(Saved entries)
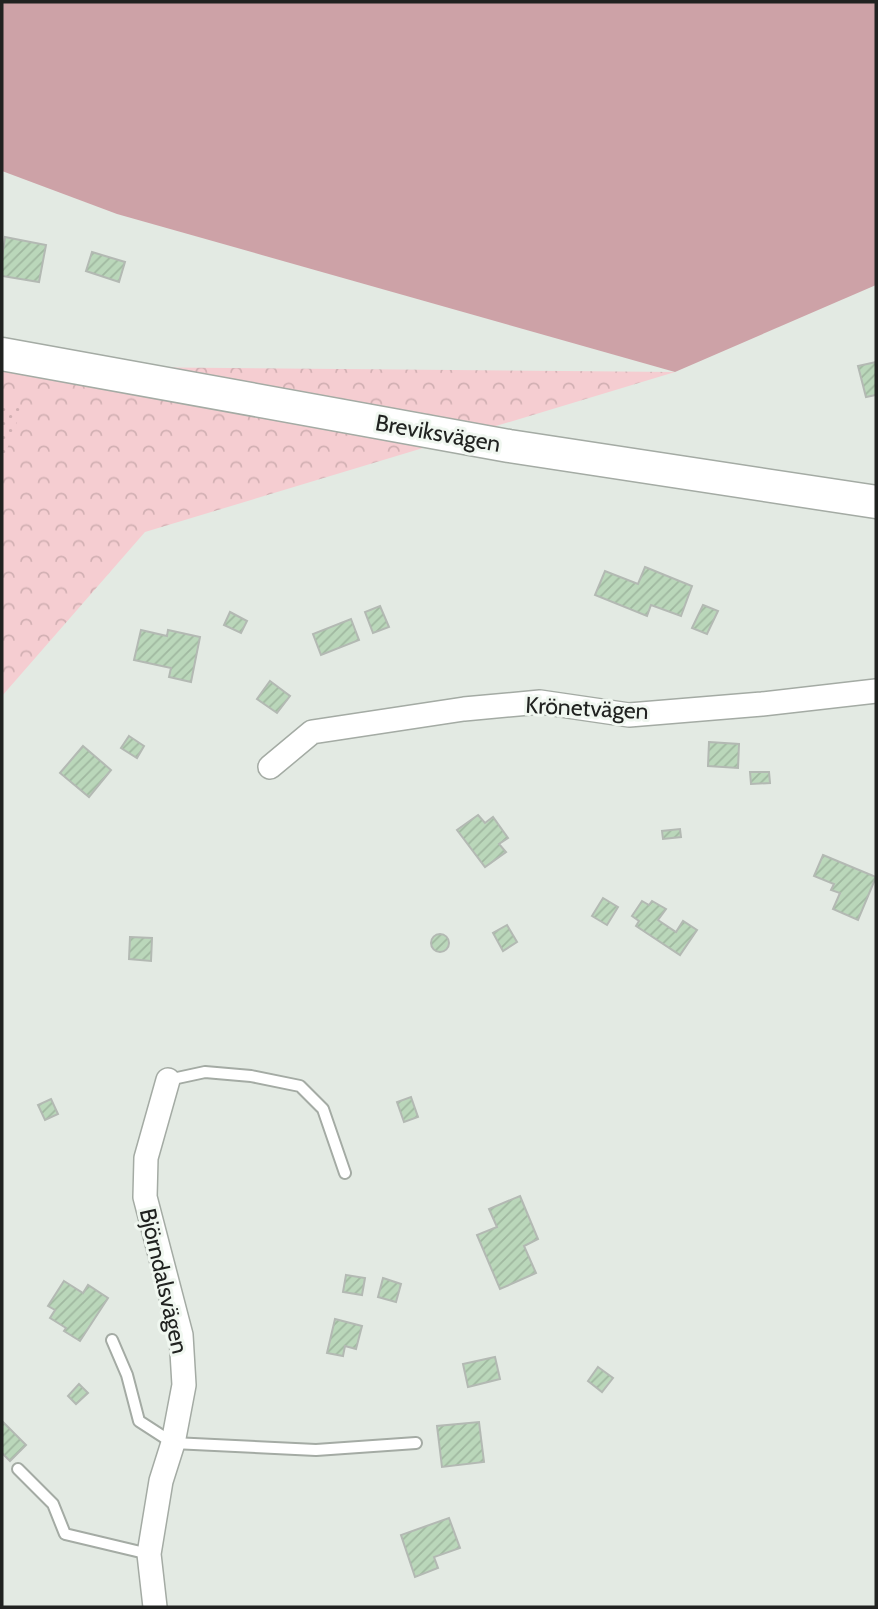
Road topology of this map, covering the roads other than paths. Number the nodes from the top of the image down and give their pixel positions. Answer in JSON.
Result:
{"nodes":[{"id":1,"x":2,"y":354,"type":"edge"},
{"id":2,"x":876,"y":502,"type":"edge"},
{"id":3,"x":876,"y":691,"type":"edge"},
{"id":4,"x":270,"y":767,"type":"dead end"},
{"id":5,"x":168,"y":1080,"type":"joint"},
{"id":6,"x":345,"y":1173,"type":"dead end"},
{"id":7,"x":112,"y":1340,"type":"dead end"},
{"id":8,"x":173,"y":1443,"type":"junction"},
{"id":9,"x":416,"y":1444,"type":"dead end"},
{"id":10,"x":18,"y":1469,"type":"dead end"},
{"id":11,"x":149,"y":1554,"type":"junction"},
{"id":12,"x":155,"y":1607,"type":"edge"}],
"edges":[{"from":1,"to":2,"type":"main road","name":"Breviksvägen"},
{"from":3,"to":4,"type":"street","name":"Krönetvägen"},
{"from":5,"to":6,"type":"lane"},
{"from":5,"to":8,"type":"street","name":"Björndalsvägen"},
{"from":7,"to":8,"type":"lane"},
{"from":8,"to":9,"type":"lane"},
{"from":8,"to":11,"type":"street","name":"Björndalsvägen"},
{"from":10,"to":11,"type":"lane"},
{"from":11,"to":12,"type":"street","name":"Björndalsvägen"}]}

__WORK REQUIRED__. Whenever a line above includes "name", copy it in full.

__TASK OUTPUT__.
"edges":[{"from":1,"to":2,"type":"main road","name":"Breviksvägen"},
{"from":3,"to":4,"type":"street","name":"Krönetvägen"},
{"from":5,"to":8,"type":"street","name":"Björndalsvägen"},
{"from":8,"to":11,"type":"street","name":"Björndalsvägen"},
{"from":11,"to":12,"type":"street","name":"Björndalsvägen"}]}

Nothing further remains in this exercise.